Eine Familie - vier Geschwister und ihr Anhang unterschiedlicher Art - trifft sich nach langer Zeit in ihrem gemeinsam Haus. Viele Erinnerungen hängen daran, hier wurden gemeinsame Sommer verbracht und zwar nicht wenige. Auch an die Verstorbenen, die Mutter und die Großeltern, kann man sich an diesem Ort ganz besonders gut erinnern - wenn man will. Das ist nicht bei jedem so und zudem ist eine schwere Entscheidung zu fällen: soll das Anwesen verkauft oder behalten werden? Dafür gibt man sich etwas Zeit - einen ganzen, gemeinsamen Sommer.

Obwohl die Handlung nur an einem Setting und zu zwei Zeitpunkten stattfand, empfand ich den Roman als jahrzehntelanges Über-die-Schulter-Schauen bei einer englischen Familie über Generationen hinweg. Trotz des gekonnten Stils empfand ich dieses Buch als überaus anstrengend und habe es nach der Lektüre so erschöpft beiseite gelegt, als hätte ich den ganzen Tag körperliche Schwerstarbeit geleistet.

Für meinen Geschmack gibt Tessa Hadley zu viel preis, erzählt mitunter zu ausgiebig, bezieht zu viele Nebenfiguren mit ein - wobei das bei einer ganzen Armee von Hauptdarstellern eigentlich nicht verwunderlich ist. Dadurch kommt zwar ein Stimmungsbild zustande, das durch den Einschub aus der Vergangenheit mehr Kraft und Vehemenz erhält, mich jedoch relativ emotionslos zurücklässt. Und ich bin ganz sicher, dass dies gerade nicht die Intention der Autorin ist. Was Ian McEwan - an ihn fühlte ich mich aufgrund der Thematik erinnert - bei mir mühelos vermag, nämlich mich mit einer alltäglichen Problematik tief zu beeindrucken - das konnte diese Autorin nicht erreichen.

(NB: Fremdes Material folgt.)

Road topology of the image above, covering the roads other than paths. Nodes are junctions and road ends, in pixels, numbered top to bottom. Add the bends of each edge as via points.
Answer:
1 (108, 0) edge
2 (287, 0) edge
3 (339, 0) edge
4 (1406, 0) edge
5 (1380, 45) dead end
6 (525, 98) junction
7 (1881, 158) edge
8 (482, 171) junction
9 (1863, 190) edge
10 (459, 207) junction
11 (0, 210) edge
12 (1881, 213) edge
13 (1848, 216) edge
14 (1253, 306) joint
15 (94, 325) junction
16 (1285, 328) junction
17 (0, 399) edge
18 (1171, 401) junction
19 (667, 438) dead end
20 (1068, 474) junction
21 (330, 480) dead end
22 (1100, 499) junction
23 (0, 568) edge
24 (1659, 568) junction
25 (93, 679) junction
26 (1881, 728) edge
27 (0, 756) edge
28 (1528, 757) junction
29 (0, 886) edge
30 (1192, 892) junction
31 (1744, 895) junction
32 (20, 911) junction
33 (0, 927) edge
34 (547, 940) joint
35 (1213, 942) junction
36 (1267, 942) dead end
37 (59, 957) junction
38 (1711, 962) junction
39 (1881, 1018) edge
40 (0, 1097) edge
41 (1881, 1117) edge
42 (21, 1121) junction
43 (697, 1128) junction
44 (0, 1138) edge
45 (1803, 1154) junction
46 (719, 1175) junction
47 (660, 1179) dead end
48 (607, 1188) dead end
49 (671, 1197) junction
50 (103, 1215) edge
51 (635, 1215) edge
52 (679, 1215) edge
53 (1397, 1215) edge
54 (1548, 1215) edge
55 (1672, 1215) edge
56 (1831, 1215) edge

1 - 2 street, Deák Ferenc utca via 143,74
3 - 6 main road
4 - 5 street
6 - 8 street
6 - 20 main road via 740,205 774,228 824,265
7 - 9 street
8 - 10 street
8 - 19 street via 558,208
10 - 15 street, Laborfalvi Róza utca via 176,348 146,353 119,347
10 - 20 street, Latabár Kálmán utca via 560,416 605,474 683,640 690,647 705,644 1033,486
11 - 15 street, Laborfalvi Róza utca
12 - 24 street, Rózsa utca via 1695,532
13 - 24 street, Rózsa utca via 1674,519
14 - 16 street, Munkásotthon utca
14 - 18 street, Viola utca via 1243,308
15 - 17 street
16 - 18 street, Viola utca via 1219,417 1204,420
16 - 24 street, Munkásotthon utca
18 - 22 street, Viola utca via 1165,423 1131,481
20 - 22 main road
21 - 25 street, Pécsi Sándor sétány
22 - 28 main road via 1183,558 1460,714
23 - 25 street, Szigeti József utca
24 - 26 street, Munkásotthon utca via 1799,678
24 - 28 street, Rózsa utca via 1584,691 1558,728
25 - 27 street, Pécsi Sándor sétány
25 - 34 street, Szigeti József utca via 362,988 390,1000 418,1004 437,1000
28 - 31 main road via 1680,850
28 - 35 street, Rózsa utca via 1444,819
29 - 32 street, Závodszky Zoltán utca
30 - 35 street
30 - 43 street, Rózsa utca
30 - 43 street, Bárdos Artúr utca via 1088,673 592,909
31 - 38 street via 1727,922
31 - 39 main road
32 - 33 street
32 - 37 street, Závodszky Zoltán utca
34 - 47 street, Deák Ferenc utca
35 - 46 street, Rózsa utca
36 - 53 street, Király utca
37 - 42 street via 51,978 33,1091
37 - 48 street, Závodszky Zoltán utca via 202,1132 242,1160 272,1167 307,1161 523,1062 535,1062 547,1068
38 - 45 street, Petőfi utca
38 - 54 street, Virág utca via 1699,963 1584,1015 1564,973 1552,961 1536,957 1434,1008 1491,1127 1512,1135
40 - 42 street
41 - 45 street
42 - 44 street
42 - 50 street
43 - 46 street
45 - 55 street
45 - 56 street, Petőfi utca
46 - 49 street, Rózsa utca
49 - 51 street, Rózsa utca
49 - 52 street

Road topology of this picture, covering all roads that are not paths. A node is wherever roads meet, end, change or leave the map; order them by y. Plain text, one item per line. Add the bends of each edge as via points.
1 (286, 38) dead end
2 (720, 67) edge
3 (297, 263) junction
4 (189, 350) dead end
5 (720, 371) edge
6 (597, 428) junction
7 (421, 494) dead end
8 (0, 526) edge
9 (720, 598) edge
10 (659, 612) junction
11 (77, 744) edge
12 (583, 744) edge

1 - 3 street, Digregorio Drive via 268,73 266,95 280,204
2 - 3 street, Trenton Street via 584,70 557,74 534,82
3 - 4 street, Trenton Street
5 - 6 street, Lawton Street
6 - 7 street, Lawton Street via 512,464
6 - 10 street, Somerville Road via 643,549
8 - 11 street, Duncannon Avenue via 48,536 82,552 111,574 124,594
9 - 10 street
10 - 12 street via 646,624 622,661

Dies ist der erste Roman der in ihrer englischen Heimat bereits seit längerem bekannten Autorin Tessa Hadley, der ins Deutsche übersetzt wurde. Aus meiner Sicht braucht nichts weiter nachgeschoben zu werden, da ich sowieso nicht zu den Büchern greifen werde, doch warne ich Sie: lassen Sie sich nicht zu sehr von meiner etwas mißmutigen Stellungnahme beeinflussen. Ich gebe zu, ich hatte entsprechend hohe Erwartungen und bin nun etwas enttäuscht. Aber es kann sein, dass dieser Stil, dieser Blick auf eine Familie, der in England durchaus Tradition hat - man denke nur an Jane Austen oder auch an Virginia Woolf - sie anders als mich zu fesseln oder gar zu beflügeln vermag!